-- GOAL OF THE EXERCISE --
Find the string "between" in the records. Copy each line that has it.

-- SUPPLIED INFORMATION --
◇ ◇ ◇

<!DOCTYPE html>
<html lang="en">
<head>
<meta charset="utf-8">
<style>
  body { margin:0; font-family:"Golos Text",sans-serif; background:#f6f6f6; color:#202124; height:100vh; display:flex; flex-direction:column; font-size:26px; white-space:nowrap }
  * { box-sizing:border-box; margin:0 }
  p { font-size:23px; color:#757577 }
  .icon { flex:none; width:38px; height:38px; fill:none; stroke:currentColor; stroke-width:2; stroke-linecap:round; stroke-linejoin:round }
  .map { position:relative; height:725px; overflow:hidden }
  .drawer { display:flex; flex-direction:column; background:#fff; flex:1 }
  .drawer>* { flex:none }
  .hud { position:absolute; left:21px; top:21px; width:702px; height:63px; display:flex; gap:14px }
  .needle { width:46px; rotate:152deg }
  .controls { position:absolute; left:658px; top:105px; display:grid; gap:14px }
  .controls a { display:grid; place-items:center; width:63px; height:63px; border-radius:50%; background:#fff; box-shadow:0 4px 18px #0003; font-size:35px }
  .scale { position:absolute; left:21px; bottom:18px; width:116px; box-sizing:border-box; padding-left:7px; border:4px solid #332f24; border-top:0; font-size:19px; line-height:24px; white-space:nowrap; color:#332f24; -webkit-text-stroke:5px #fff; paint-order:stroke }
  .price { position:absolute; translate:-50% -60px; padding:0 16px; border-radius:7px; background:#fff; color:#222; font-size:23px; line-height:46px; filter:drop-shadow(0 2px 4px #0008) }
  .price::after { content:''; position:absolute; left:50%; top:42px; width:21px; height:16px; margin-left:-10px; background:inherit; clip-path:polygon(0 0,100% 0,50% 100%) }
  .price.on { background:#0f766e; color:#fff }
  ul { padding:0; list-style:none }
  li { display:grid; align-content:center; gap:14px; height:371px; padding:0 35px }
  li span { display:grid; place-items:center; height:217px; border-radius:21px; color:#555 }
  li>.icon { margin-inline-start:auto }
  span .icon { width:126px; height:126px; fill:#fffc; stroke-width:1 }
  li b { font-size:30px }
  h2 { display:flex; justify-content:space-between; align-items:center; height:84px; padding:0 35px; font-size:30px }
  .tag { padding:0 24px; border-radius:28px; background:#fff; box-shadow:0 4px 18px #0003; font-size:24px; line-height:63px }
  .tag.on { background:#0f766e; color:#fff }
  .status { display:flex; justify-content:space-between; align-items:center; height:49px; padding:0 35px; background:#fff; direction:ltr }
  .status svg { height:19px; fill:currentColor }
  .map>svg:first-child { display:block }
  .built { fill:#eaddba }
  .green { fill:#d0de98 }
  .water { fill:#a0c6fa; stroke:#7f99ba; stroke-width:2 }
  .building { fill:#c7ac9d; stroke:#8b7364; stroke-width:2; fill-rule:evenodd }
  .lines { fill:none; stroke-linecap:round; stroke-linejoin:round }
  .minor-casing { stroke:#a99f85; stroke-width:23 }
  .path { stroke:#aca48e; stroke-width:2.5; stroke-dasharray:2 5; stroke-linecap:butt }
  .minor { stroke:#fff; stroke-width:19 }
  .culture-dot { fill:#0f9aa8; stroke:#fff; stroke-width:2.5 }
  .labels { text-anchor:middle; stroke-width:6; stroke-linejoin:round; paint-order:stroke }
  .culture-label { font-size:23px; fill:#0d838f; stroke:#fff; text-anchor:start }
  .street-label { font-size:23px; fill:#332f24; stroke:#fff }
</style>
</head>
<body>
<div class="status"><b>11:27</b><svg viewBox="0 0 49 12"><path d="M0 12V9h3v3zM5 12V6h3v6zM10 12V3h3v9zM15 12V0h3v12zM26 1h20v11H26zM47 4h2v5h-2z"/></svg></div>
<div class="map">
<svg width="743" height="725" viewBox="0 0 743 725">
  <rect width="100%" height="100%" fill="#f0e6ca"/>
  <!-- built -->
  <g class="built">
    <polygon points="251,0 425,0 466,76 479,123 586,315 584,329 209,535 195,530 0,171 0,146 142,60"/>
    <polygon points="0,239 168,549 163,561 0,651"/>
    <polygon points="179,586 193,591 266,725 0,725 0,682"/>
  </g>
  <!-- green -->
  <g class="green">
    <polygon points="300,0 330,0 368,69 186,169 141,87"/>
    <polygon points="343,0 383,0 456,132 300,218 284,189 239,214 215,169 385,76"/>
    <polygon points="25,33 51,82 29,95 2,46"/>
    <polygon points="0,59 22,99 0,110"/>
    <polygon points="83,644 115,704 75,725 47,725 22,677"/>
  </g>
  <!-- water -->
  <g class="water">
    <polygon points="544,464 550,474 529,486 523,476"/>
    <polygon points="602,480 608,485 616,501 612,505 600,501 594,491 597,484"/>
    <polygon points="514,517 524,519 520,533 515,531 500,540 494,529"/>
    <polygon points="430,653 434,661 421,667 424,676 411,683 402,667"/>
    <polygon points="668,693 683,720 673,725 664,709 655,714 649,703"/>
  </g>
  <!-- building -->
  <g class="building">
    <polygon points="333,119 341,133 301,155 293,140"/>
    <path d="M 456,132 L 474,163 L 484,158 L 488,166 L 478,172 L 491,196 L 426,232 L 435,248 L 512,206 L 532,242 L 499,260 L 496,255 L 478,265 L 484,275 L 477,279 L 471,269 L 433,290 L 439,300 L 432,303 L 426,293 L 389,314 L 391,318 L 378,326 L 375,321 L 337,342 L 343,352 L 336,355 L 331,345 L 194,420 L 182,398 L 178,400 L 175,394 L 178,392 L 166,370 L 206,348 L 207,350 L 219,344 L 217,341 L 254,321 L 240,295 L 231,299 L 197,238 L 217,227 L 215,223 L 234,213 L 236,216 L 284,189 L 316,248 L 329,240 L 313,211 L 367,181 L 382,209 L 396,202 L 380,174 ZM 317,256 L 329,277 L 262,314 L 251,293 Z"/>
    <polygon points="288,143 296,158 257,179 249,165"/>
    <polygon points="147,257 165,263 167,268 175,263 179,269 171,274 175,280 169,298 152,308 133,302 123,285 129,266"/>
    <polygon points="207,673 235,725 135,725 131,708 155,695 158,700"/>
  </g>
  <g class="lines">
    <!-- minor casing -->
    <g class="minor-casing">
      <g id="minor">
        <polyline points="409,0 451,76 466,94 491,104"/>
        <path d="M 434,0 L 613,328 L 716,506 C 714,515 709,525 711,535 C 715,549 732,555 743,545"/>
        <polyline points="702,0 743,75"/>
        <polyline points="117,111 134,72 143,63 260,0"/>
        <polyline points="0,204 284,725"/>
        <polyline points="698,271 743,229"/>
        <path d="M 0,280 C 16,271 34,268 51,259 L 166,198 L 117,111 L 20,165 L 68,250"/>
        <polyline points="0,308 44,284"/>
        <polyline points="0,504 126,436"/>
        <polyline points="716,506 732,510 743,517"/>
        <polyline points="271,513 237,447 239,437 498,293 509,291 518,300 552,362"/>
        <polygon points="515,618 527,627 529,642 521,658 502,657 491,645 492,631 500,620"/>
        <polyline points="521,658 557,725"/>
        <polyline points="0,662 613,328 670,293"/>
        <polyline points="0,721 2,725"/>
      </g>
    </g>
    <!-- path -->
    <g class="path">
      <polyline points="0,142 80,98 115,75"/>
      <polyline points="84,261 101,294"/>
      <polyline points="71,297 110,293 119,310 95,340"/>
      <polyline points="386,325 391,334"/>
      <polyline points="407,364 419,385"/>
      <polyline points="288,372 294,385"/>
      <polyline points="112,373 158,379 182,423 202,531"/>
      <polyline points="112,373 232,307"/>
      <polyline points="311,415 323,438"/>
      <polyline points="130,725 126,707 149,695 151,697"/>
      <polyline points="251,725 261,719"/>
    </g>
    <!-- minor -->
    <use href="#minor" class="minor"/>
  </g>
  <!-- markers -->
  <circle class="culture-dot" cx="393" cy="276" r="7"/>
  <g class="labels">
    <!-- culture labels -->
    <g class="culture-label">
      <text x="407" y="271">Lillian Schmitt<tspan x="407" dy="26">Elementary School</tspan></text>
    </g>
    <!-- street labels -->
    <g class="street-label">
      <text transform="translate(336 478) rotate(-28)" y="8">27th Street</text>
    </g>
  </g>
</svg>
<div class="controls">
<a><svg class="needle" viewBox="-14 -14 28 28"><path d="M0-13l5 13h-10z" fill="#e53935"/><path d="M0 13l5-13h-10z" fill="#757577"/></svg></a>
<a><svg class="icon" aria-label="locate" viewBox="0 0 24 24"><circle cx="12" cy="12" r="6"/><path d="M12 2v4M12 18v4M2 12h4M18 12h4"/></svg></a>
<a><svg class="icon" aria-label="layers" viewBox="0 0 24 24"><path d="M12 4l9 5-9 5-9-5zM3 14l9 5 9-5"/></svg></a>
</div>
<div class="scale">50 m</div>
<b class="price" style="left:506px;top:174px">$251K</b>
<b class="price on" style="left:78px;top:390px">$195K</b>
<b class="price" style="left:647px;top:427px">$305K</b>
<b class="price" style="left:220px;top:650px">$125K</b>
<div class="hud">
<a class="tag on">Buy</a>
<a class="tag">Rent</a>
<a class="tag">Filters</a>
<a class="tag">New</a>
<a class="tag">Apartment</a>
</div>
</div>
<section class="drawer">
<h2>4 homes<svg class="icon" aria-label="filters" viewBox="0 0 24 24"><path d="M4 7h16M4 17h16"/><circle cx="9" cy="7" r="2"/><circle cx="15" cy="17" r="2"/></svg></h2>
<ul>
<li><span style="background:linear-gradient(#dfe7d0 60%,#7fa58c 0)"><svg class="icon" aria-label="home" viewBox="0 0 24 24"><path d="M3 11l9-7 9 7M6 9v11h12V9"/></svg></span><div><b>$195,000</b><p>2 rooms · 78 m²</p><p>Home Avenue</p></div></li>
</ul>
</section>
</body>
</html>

◇ ◇ ◇

-- WORKED SOLUTION --
  h2 { display:flex; justify-content:space-between; align-items:center; height:84px; padding:0 35px; font-size:30px }
  .status { display:flex; justify-content:space-between; align-items:center; height:49px; padding:0 35px; background:#fff; direction:ltr }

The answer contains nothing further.